In the convalescent stage, recovery is gradual. The cough becomes less paroxysmal and disappears in 2 to 3 weeks. However, paroxysms often recur with subsequent respiratory infections for many months after the onset of pertussis.
Adolescents, adults, and children who were previously vaccinated may become infected with B. pertussis but may have milder disease than infants and young children. Pertussis infection in these persons may be asymptomatic or present as illness ranging from a mild cough illness to classic pertussis with persistent cough (i.e., lasting more than 7 days). Inspiratory whoop is not common.
Even though the disease may be milder in older persons, those who are infected may still transmit the disease to other susceptible persons, including unimmunized or incompletely immunized infants. An adult, adolescent, or older school-age child is often found to be the first case in a household with multiple pertussis cases and is often the source of infection for young infants.
- Most common complication and cause of death is secondary bacterial pneumonia
- Young infants at highest risk
- Neurologic complications—seizures, encephalopathy
- Less serious complications—otitis media, anorexia, dehydration
- 307 deaths between 2000 and 2017
The most common complication, and the cause of most pertussis-related deaths, is secondary bacterial pneumonia. Young infants are at highest risk for developing pertussis-associated complications. Data from 2000–2017 indicate that pneumonia occurred in 13.2% of all reported pertussis cases, and among 18.6% of infants younger than age 6 months.
Neurologic complications such as seizures and encephalopathy may occur as a result of hypoxia from coughing, or possibly from pertussis toxin. Neurologic complications of pertussis are more common among infants.

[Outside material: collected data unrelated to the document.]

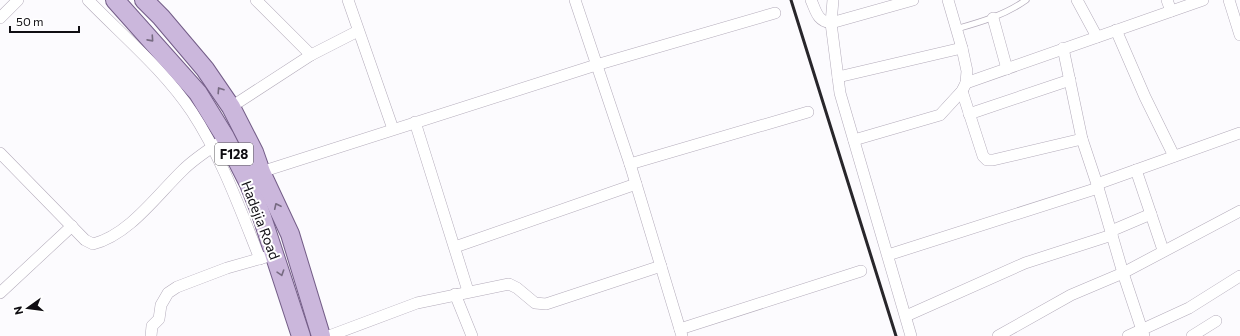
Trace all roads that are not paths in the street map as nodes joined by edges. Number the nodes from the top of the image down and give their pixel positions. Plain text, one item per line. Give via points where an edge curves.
1 (18, 0) edge
2 (88, 0) edge
3 (116, 0) edge
4 (144, 0) edge
5 (256, 0) edge
6 (348, 0) edge
7 (575, 0) edge
8 (811, 0) edge
9 (833, 0) edge
10 (913, 0) edge
11 (948, 0) edge
12 (1026, 0) edge
13 (1077, 0) edge
14 (1167, 0) edge
15 (1203, 0) edge
16 (1229, 0) edge
17 (1171, 11) junction
18 (775, 13) dead end
19 (0, 18) edge
20 (993, 18) junction
21 (831, 23) junction
22 (956, 29) junction
23 (1116, 30) junction
24 (358, 31) junction
25 (1240, 35) edge
26 (1096, 38) junction
27 (962, 48) junction
28 (1064, 48) junction
29 (310, 55) junction
30 (596, 65) junction
31 (1007, 69) junction
32 (838, 77) junction
33 (1070, 80) junction
34 (964, 87) junction
35 (231, 107) junction
36 (808, 112) dead end
37 (969, 114) junction
38 (415, 122) junction
39 (394, 129) junction
40 (1240, 133) edge
41 (854, 140) junction
42 (1082, 140) junction
43 (219, 143) junction
44 (0, 153) edge
45 (1174, 156) junction
46 (630, 164) junction
47 (1136, 170) junction
48 (261, 172) junction
49 (636, 184) junction
50 (1098, 186) junction
51 (1240, 211) edge
52 (1151, 214) junction
53 (72, 226) junction
54 (1111, 233) junction
55 (290, 234) junction
56 (455, 246) junction
57 (1163, 250) junction
58 (268, 251) junction
59 (888, 255) junction
60 (661, 266) junction
61 (861, 271) dead end
62 (1123, 273) junction
63 (1240, 276) edge
64 (468, 291) junction
65 (0, 293) edge
66 (455, 294) junction
67 (906, 316) junction
68 (1216, 321) dead end
69 (681, 332) edge
70 (1143, 333) edge
71 (148, 335) edge
72 (301, 336) edge
73 (321, 336) edge
74 (329, 336) edge
75 (472, 336) edge
76 (911, 336) edge
77 (998, 336) edge
78 (1128, 336) edge
79 (1192, 336) edge

1 - 19 street
2 - 43 street via 166,79
3 -> 43 main road, Hadejia Road / F128 via 198,93
35 -> 4 main road, Hadejia Road / F128 via 205,69
5 - 29 street
6 - 24 street
7 - 30 street
8 - 21 street via 819,18
9 - 21 street
10 - 21 street
11 - 22 street
12 - 20 lane
13 - 26 street
14 - 17 street
15 - 17 street
16 - 25 street
17 - 23 street
18 - 30 street
20 - 22 lane
20 - 31 street
21 - 32 street
22 - 27 street
23 - 26 street
23 - 45 street
24 - 29 street
24 - 39 street
26 - 28 street
27 - 32 street
27 - 34 street via 967,71
28 - 31 street
28 - 33 street
29 - 35 street
30 - 38 street
30 - 46 street
31 - 34 street
32 - 41 street
33 - 37 street
33 - 42 street
34 - 37 street
34 - 41 street via 940,115
35 - 48 main road, Hadejia Road / F128 via 254,152
36 - 46 street
37 - 42 street via 983,156 987,160
38 - 39 street
38 - 56 street
39 - 48 street
40 - 45 street
41 - 59 street
42 - 50 street
43 - 53 street via 182,171 160,195 117,233 104,241 93,244 85,240
43 - 58 main road, Hadejia Road / F128 via 249,184
44 - 53 street
45 - 47 street
46 - 49 street
47 - 50 street
47 - 52 street
55 -> 48 main road, Hadejia Road / F128
49 - 56 street
49 - 60 street
50 - 54 street
50 - 59 street
51 - 57 street
52 - 54 street
52 - 57 street
53 - 65 street
54 - 62 street
54 - 67 street via 1025,263
55 - 58 main road
55 - 73 main road, Hadejia Road / F128
56 - 64 street
57 - 62 street
58 - 71 street via 168,293 161,305 159,319
58 -> 72 main road, Hadejia Road / F128
59 - 67 street
60 - 64 street via 546,304 536,302 509,284
60 - 69 street
61 - 69 street
62 - 70 street
62 - 77 street via 1071,295
63 - 70 street
64 - 66 street
66 - 74 street via 417,303
66 - 75 street
67 - 76 street
68 - 79 street
70 - 78 street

Other less serious complications of pertussis include otitis media, anorexia, and dehydration. Complications resulting from pressure effects of severe paroxysms include pneumothorax, epistaxis, subdural hematomas, hernias, and rectal prolapse.
Between 2000 and 2017, 307 deaths from pertussis were reported to CDC; children younger than age 2 months accounted for 84.0% of these deaths. During the same time period, among infants, the annual mean number of pertussis cases, hospitalizations, and deaths were 2,957 (range 1,803 to 4,994), 1,122 (range 544 to 1,938), and 15 (range 3 to 35), respectively.
Adolescents and adults may also develop complications of pertussis, such as difficulty sleeping, urinary incontinence, pneumonia, rib fracture, syncope, and weight loss.
The diagnosis of pertussis is based on a clinical history of signs and symptoms, as well as a variety of laboratory tests (e.g., culture, polymerase chain reaction [PCR], and serology).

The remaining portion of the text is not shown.